The cluster and heatmap analysis showed that structures of bacterial communities differed significantly across the different samples. At the phylum level, Proteobacteria, Actinobacteria, Firmicutes, and Bacteroidetes were prominent in all the tissues, but the proportions of the dominant communities are different (Fig. 3). This result is consistent with the bacterial communities’ survey of halophyte Salicornia europaea (Szymanska et al. 2016). However, Actinobacteria is mainly distributed in the root samples, and the proportion of Bacteroidetes is higher in leaf and stem samples than in root samples. This result indicated that bacterial communities have some tissue specificity.

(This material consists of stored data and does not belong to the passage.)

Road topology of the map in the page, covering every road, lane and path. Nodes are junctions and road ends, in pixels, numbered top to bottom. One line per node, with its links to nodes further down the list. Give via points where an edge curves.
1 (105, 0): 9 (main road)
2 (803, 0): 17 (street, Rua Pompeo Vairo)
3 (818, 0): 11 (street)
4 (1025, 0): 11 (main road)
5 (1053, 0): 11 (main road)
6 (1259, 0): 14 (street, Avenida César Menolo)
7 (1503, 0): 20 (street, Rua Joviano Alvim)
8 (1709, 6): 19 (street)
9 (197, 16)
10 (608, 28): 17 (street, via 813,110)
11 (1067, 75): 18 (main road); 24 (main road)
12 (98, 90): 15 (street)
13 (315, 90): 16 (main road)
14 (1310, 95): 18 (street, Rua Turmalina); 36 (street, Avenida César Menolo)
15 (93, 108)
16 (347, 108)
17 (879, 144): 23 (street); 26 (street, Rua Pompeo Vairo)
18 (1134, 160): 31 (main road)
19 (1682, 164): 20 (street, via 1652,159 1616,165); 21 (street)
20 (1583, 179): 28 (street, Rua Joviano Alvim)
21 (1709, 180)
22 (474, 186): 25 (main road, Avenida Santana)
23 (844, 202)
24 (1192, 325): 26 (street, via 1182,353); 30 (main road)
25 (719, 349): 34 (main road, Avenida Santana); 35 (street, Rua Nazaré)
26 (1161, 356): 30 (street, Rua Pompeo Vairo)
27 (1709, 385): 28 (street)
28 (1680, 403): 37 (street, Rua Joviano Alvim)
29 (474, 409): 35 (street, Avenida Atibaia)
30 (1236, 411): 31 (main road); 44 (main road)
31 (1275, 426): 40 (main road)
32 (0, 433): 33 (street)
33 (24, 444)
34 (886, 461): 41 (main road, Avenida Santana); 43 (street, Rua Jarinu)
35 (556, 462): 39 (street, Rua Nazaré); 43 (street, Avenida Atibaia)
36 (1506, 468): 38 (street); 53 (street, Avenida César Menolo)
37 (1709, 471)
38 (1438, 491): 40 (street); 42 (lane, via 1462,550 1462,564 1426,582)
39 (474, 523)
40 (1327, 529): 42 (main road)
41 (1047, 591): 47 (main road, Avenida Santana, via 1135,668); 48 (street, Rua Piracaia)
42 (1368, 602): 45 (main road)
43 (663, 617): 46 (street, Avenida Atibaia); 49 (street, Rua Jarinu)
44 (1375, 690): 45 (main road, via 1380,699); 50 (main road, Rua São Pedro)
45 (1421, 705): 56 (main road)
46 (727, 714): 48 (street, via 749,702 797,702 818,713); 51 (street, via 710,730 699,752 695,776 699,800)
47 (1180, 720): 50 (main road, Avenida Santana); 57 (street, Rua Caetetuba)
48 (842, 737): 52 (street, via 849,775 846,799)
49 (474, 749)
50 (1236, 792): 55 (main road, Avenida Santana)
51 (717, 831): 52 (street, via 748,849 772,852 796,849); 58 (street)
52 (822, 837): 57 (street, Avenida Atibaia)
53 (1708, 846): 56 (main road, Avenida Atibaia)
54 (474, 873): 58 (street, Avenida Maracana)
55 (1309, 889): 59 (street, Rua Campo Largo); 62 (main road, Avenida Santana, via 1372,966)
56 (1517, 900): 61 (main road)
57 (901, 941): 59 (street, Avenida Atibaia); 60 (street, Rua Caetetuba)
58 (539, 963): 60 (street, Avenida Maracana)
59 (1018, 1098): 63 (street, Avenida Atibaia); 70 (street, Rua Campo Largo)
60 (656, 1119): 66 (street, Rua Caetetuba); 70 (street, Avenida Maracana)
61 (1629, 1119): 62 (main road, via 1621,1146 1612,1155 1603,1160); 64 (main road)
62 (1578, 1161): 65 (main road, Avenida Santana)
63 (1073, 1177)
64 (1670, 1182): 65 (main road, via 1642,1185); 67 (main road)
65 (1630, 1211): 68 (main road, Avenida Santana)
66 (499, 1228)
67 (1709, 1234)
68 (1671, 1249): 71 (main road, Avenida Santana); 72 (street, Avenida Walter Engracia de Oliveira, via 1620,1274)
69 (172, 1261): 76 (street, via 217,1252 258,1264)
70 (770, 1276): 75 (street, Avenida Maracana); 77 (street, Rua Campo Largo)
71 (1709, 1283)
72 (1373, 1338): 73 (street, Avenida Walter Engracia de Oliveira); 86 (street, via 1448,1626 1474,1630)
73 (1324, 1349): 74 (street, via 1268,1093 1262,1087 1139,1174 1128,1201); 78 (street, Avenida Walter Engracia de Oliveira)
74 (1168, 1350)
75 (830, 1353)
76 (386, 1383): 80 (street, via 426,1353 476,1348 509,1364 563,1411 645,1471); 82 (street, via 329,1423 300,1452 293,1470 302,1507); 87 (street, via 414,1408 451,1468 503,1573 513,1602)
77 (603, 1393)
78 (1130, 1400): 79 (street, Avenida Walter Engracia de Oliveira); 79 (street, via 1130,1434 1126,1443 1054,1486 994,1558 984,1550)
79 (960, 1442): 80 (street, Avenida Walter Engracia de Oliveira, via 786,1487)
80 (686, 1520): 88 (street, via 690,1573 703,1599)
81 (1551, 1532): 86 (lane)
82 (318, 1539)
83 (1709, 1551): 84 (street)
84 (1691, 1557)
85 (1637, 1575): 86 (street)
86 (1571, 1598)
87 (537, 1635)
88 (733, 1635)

The detected genera in this study, including Pseudomonas, Bacillus, and Rhizobium are found commonly in other studies of plant endophytic bacterial communities (Ma et al. 2013; Eida et al. 2019). Many previous researches have clarified that endophytic Pseudomonas is widely distributed in plants’ tissues (Feng et al. 2017). Many species of these genera have been reported to play significant roles in protecting hosts from diseases, promoting C or N cycling in the soil, and fixing nitrogen (Enya et al. 2007; Vepstaite-Monstavice et al. 2018). Furthermore, Actinoplanes is dominant in G. littoralis root samples, and Sphingomonas is common in all the samples, and some species of these two genera play important roles in the interaction of plants and microorganisms in halophytic ecosystems (Solans et al. 2011; Li et al. 2013). In total, we have observed many beneficial endophytic microorganisms in G. littoralis, and further investigation is required to investigate the specific interactions between the bacteria and G. littoralis.

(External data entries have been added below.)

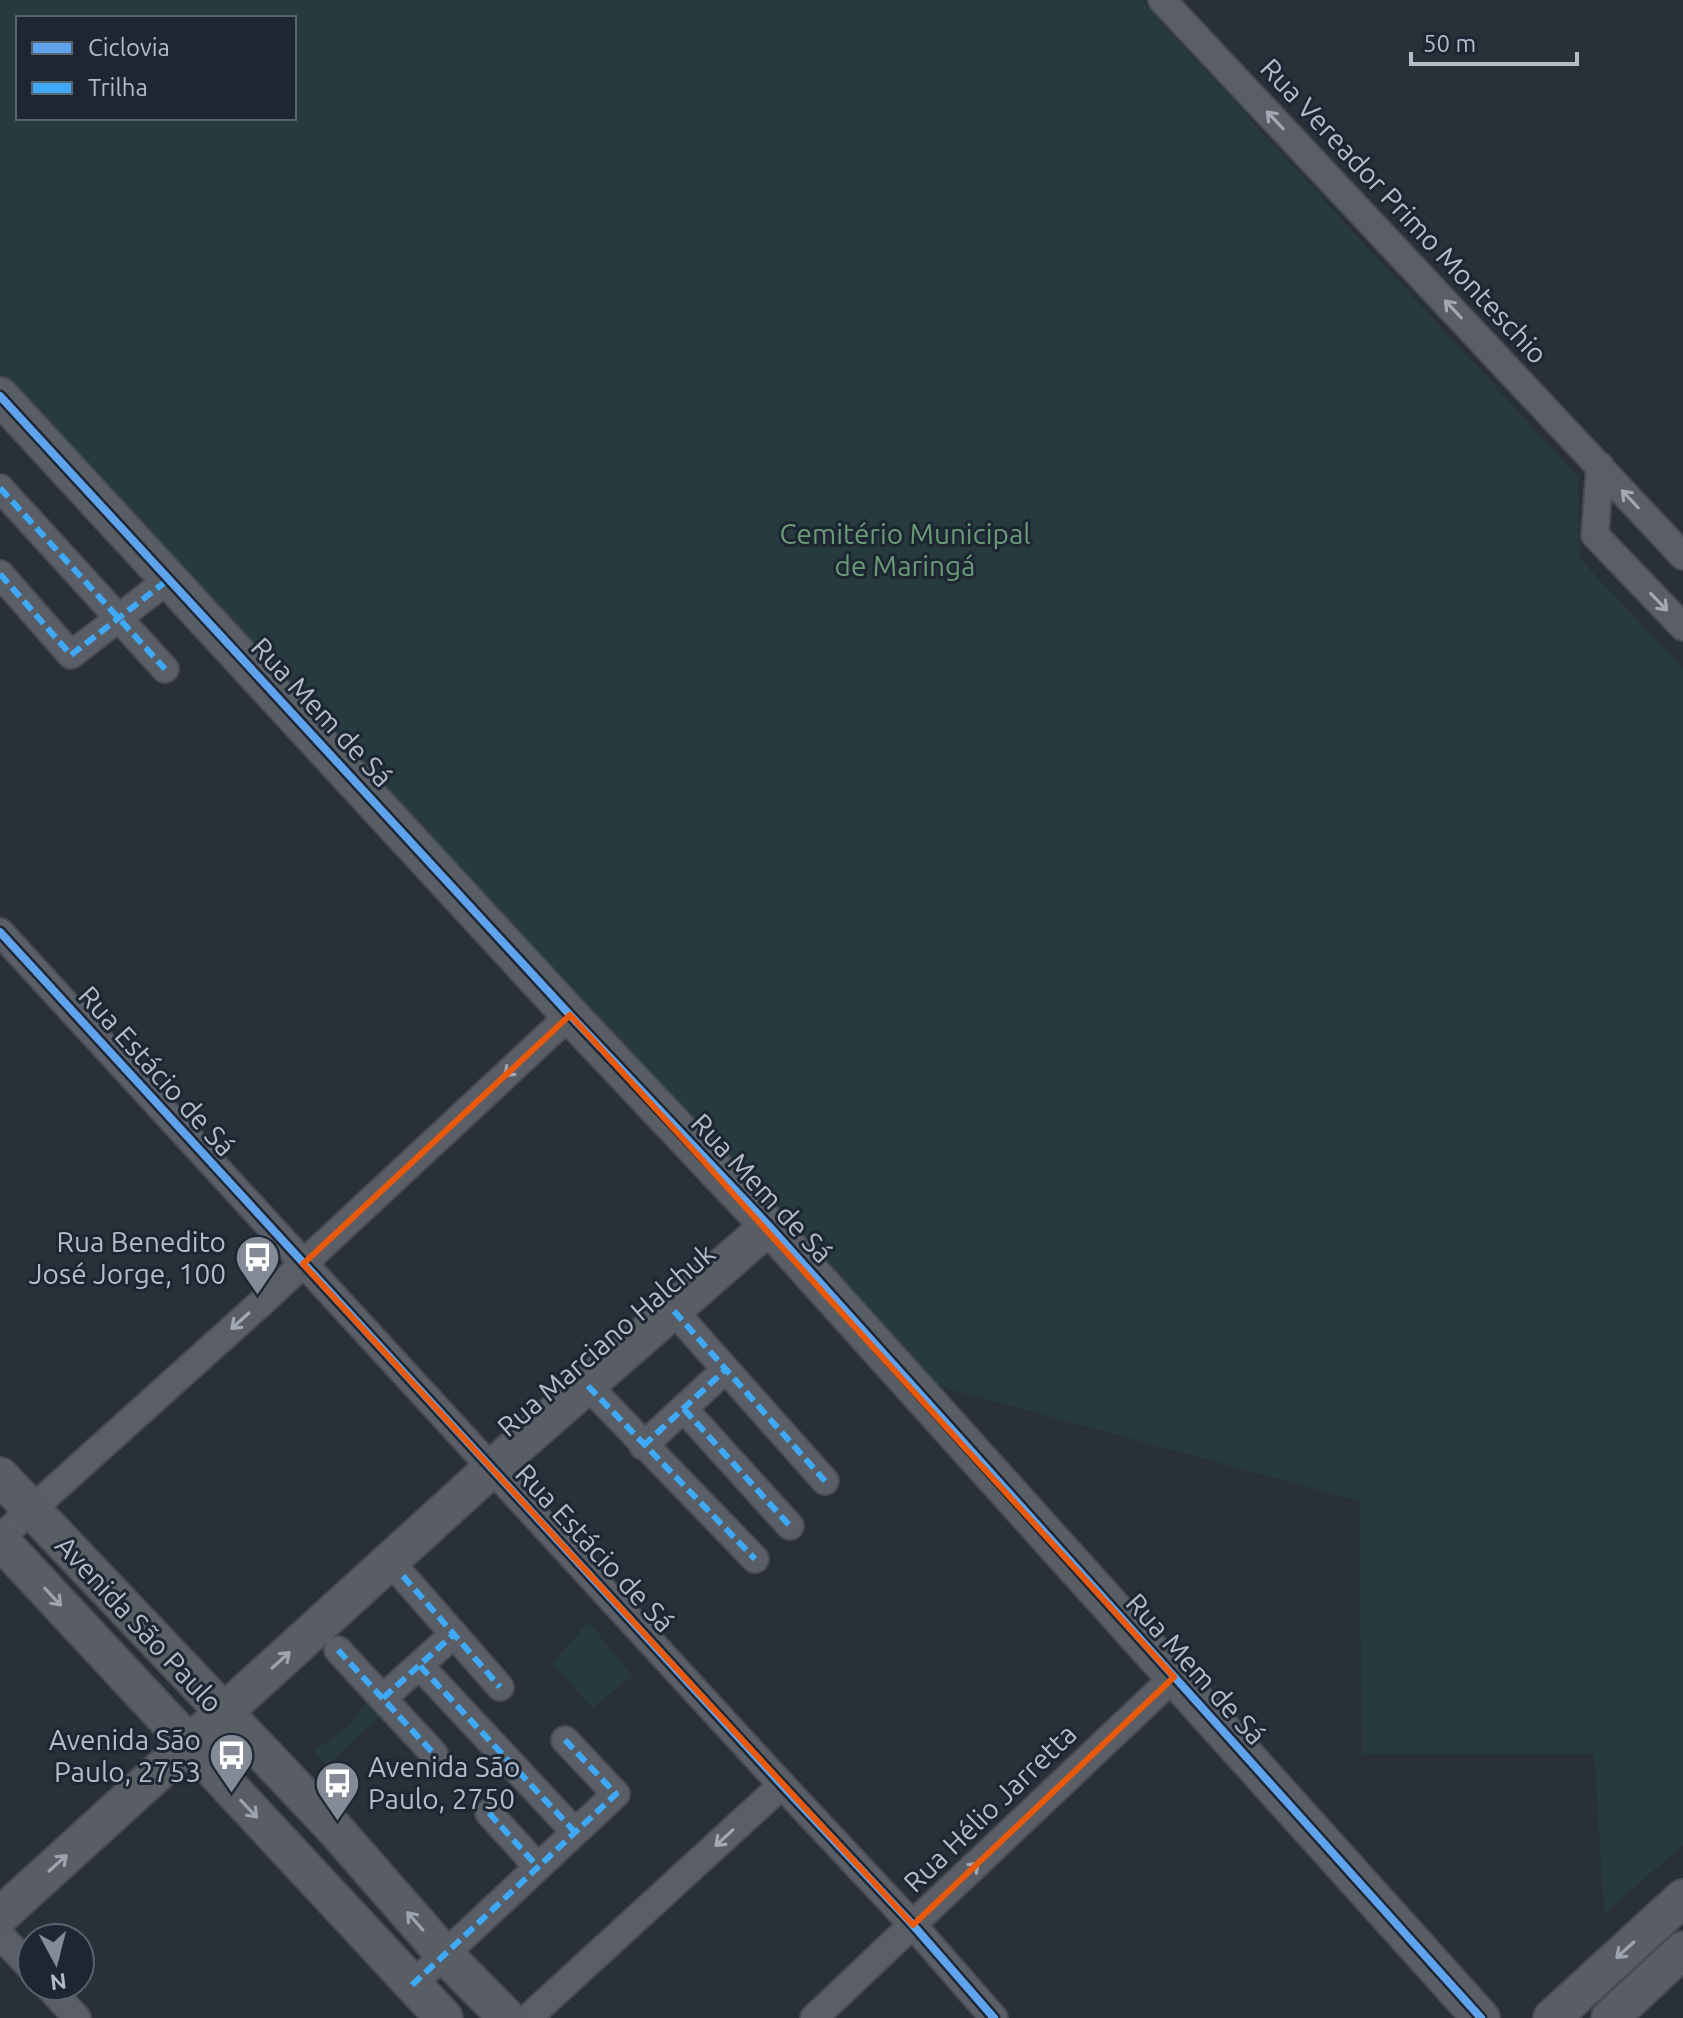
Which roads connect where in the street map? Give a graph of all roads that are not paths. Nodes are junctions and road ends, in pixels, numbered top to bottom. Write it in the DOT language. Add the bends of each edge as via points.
graph roads {
  1 [pos="1162,0"];
  2 [pos="0,396"];
  3 [pos="1600,466"];
  4 [pos="0,488"];
  5 [pos="1683,556"];
  6 [pos="0,574"];
  7 [pos="169,579"];
  8 [pos="119,619"];
  9 [pos="1683,627"];
  10 [pos="165,669"];
  11 [pos="0,932"];
  12 [pos="570,1015"];
  13 [pos="769,1226"];
  14 [pos="303,1264"];
  15 [pos="674,1311"];
  16 [pos="725,1370"];
  17 [pos="588,1386"];
  18 [pos="684,1409"];
  19 [pos="643,1446"];
  20 [pos="492,1468"];
  21 [pos="0,1476"];
  22 [pos="825,1481"];
  23 [pos="31,1509"];
  24 [pos="790,1526"];
  25 [pos="0,1539"];
  26 [pos="755,1559"];
  27 [pos="403,1576"];
  28 [pos="454,1634"];
  29 [pos="338,1650"];
  30 [pos="420,1666"];
  31 [pos="1174,1677"];
  32 [pos="500,1687"];
  33 [pos="383,1698"];
  34 [pos="223,1713"];
  35 [pos="565,1740"];
  36 [pos="189,1743"];
  37 [pos="434,1754"];
  38 [pos="782,1785"];
  39 [pos="489,1813"];
  40 [pos="574,1831"];
  41 [pos="537,1866"];
  42 [pos="1683,1898"];
  43 [pos="0,1916"];
  44 [pos="913,1925"];
  45 [pos="0,1935"];
  46 [pos="1683,1950"];
  47 [pos="16,1952"];
  48 [pos="445,1955"];
  49 [pos="412,1985"];
  50 [pos="62,2002"];
  51 [pos="77,2018"];
  52 [pos="444,2018"];
  53 [pos="507,2018"];
  54 [pos="528,2018"];
  55 [pos="814,2018"];
  56 [pos="994,2018"];
  57 [pos="1481,2018"];
  58 [pos="1552,2018"];
  59 [pos="1610,2018"];
  3 -- 1 [label="street, Rua Vereador Primo Monteschio, one-way"];
  2 -- 7 [label="street, Rua Mem de Sá"];
  5 -- 3 [label="street, Rua Vereador Primo Monteschio, one-way"];
  3 -- 9 [label="street, one-way" via="1595,535"];
  4 -- 8 [label="street"];
  6 -- 8 [label="street" via="71,655"];
  7 -- 8 [label="street"];
  7 -- 12 [label="street, Rua Mem de Sá"];
  8 -- 10 [label="street"];
  11 -- 14 [label="street, Rua Estácio de Sá"];
  12 -- 13 [label="street, Rua Mem de Sá"];
  12 -- 14 [label="street, one-way"];
  13 -- 15 [label="street, Rua Marciano Halchuk"];
  13 -- 31 [label="street, Rua Mem de Sá"];
  14 -- 20 [label="street, Rua Estácio de Sá"];
  14 -- 23 [label="street, one-way"];
  15 -- 16 [label="street"];
  15 -- 17 [label="street, Rua Marciano Halchuk"];
  16 -- 18 [label="street"];
  16 -- 22 [label="street"];
  17 -- 19 [label="street"];
  17 -- 20 [label="street, Rua Marciano Halchuk"];
  18 -- 19 [label="street"];
  18 -- 24 [label="street"];
  19 -- 26 [label="street"];
  34 -- 20 [label="street, Rua Marciano Halchuk, one-way"];
  20 -- 38 [label="street, Rua Estácio de Sá"];
  21 -- 23 [label="street, Avenida São Paulo"];
  23 -- 25 [label="street"];
  23 -- 34 [label="street, Avenida São Paulo"];
  25 -- 36 [label="street, Avenida São Paulo, one-way"];
  27 -- 28 [label="street"];
  28 -- 30 [label="street"];
  28 -- 32 [label="street"];
  29 -- 33 [label="street"];
  30 -- 33 [label="street"];
  30 -- 40 [label="street"];
  44 -- 31 [label="street, Rua Hélio Jarretta, one-way"];
  31 -- 57 [label="street, Rua Mem de Sá"];
  33 -- 37 [label="street"];
  34 -- 36 [label="street, Rua Marciano Halchuk"];
  48 -- 34 [label="street, Avenida São Paulo, one-way" via="334,1828"];
  35 -- 40 [label="street" via="616,1794"];
  43 -- 36 [label="street, Rua Marciano Halchuk, one-way"];
  36 -- 49 [label="street, Avenida São Paulo, one-way"];
  38 -- 44 [label="street, Rua Estácio de Sá"];
  38 -- 54 [label="street, one-way"];
  39 -- 41 [label="street"];
  40 -- 41 [label="street"];
  41 -- 48 [label="street"];
  42 -- 58 [label="street, one-way"];
  44 -- 55 [label="street, Rua Hélio Jarretta"];
  44 -- 56 [label="street, Rua Estácio de Sá"];
  45 -- 47 [label="street"];
  46 -- 59 [label="street"];
  48 -- 49 [label="street"];
  48 -- 53 [label="street, Avenida São Paulo"];
  49 -- 52 [label="street, Avenida São Paulo"];
  50 -- 51 [label="street"];
}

Our results expound that compositions of bacterial communities are significantly different among all the tissues. These results are similar to previous researches that different tissues of plants host different bacterial communities (Edwards et al. 2015). The bacterial structure of leaf and stem was more similar than that of the root as it was testified by Adonis analysis. This result is inconsistent with previous studies, which indicated that the endophytic bacteria of the leaf, stem, and root of coastal halophyte M. sibirica are similar (Tian and Zhang 2017). Many factors may contribute to these discrepancies, such as host genotypes, environmental factors, and other plant endophyte interactions.

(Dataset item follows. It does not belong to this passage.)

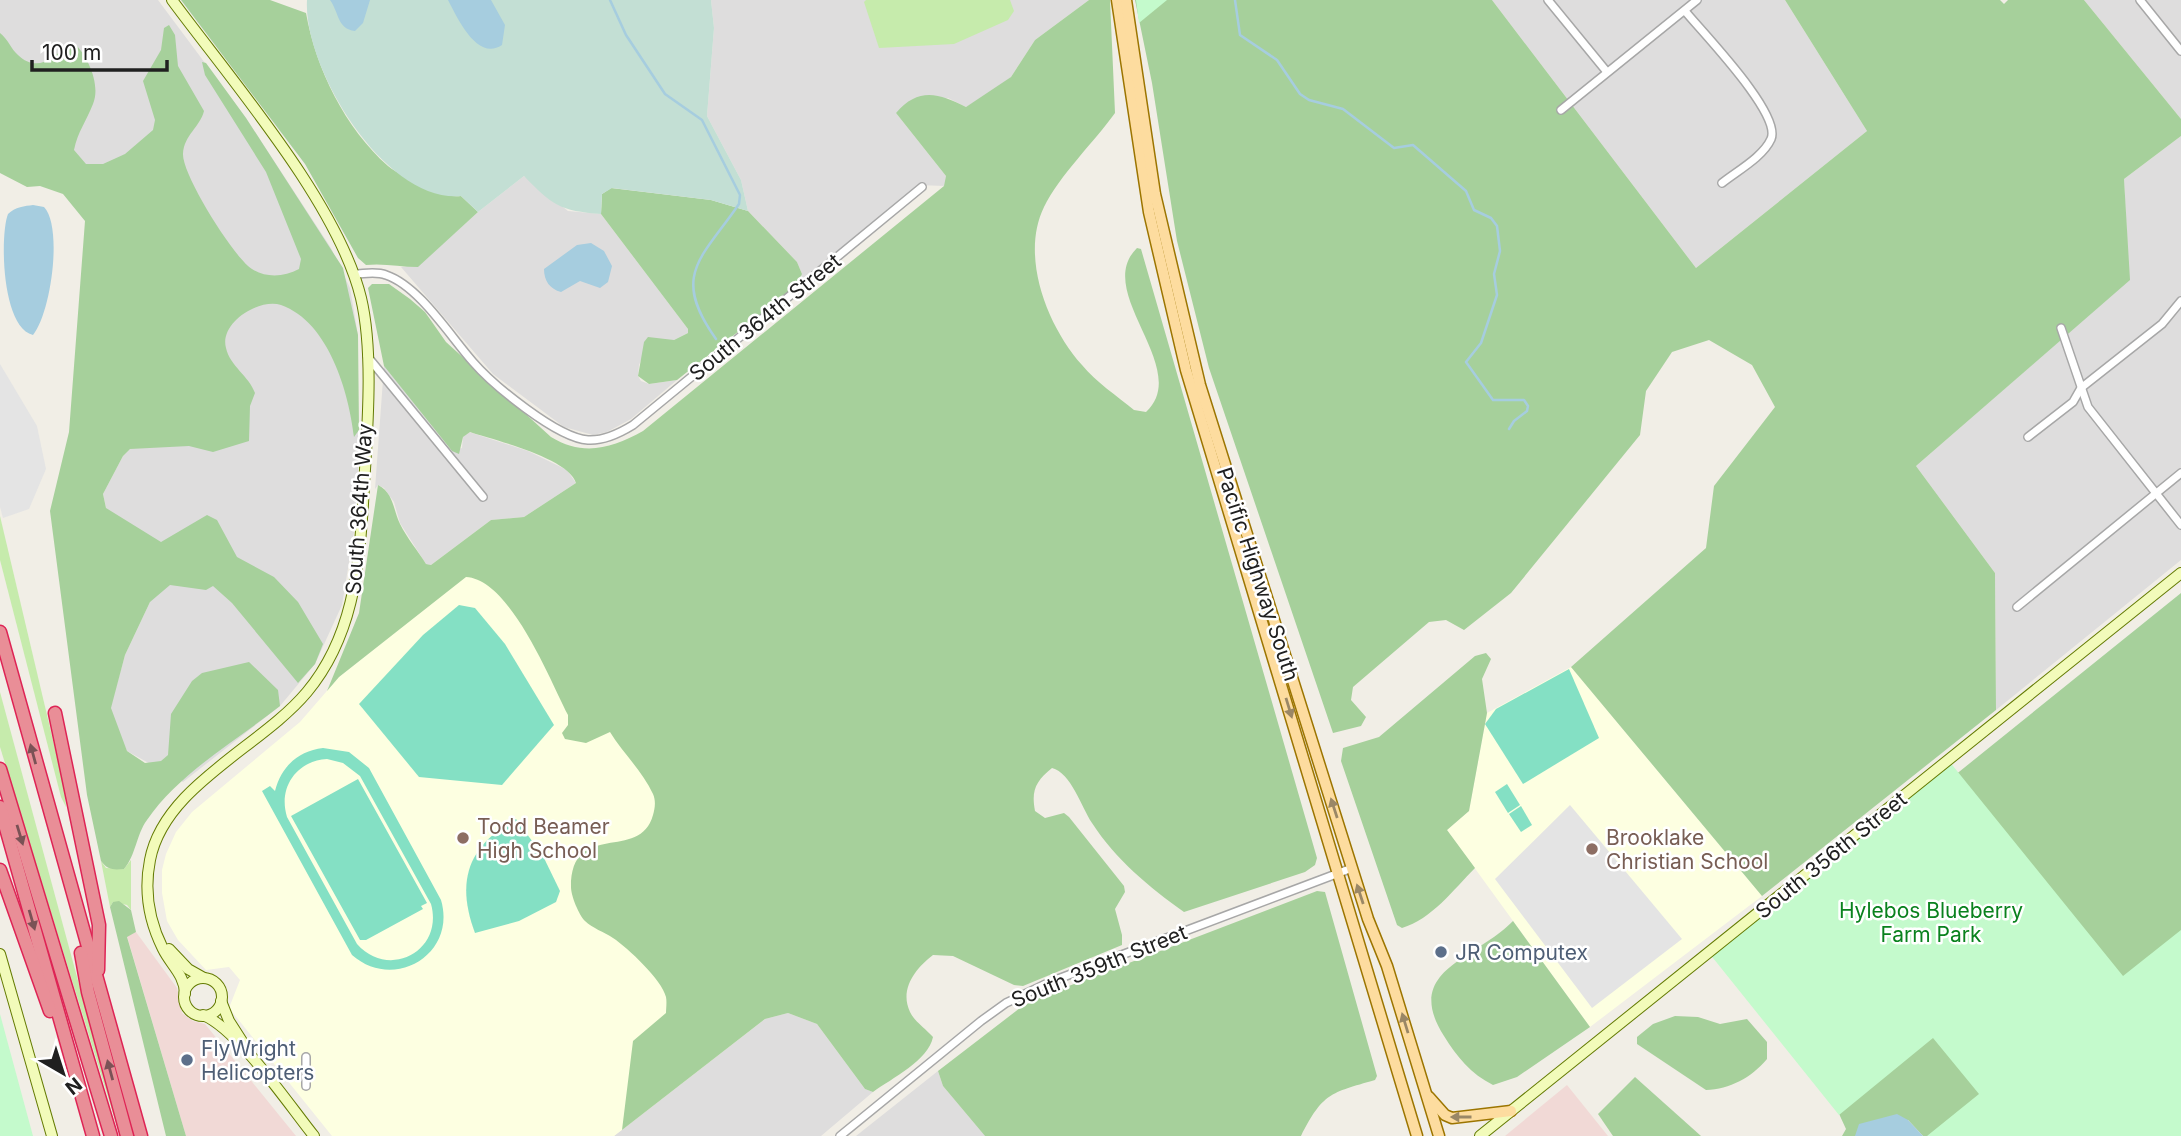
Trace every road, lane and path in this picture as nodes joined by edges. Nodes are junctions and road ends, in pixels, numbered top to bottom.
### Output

Interestingly, the previous research reported by Jin et al. (2014) has mentioned that Stellera chamaejasme endophytic bacteria of the leaf and stem were clustered together but were different from those of root. Further proved by the PCoA analysis, the tissues that inhabited endophytic bacteria account for 55.87% of the variation in the community structure while sampling sites account for 9.13%. The results indicate that the tissues may exert an effect on endophytic communities.
Conclusions
Our study was first to show the endophytic bacteria diversity and composition of the coastal halophyte G. littoralis based on the 16S rDNA sequencing method. We have found that Proteobacteria, Actinobacteria, and Firmicutes were the dominant endophytic bacteria associated with G. littoralis. The results clarified that the composition of the endophytic bacterial communities was significantly distinct across the different habitats of leaf, stem, and root. Our study provides an in-depth understanding of the complex endophytic bacterial compositions that inhabited G. littoralis. We would further investigate the functional roles of those endophytic bacterial in plant-microbe interactions, such as the mechanism of promoting the plant growth in the inter-tidal zone.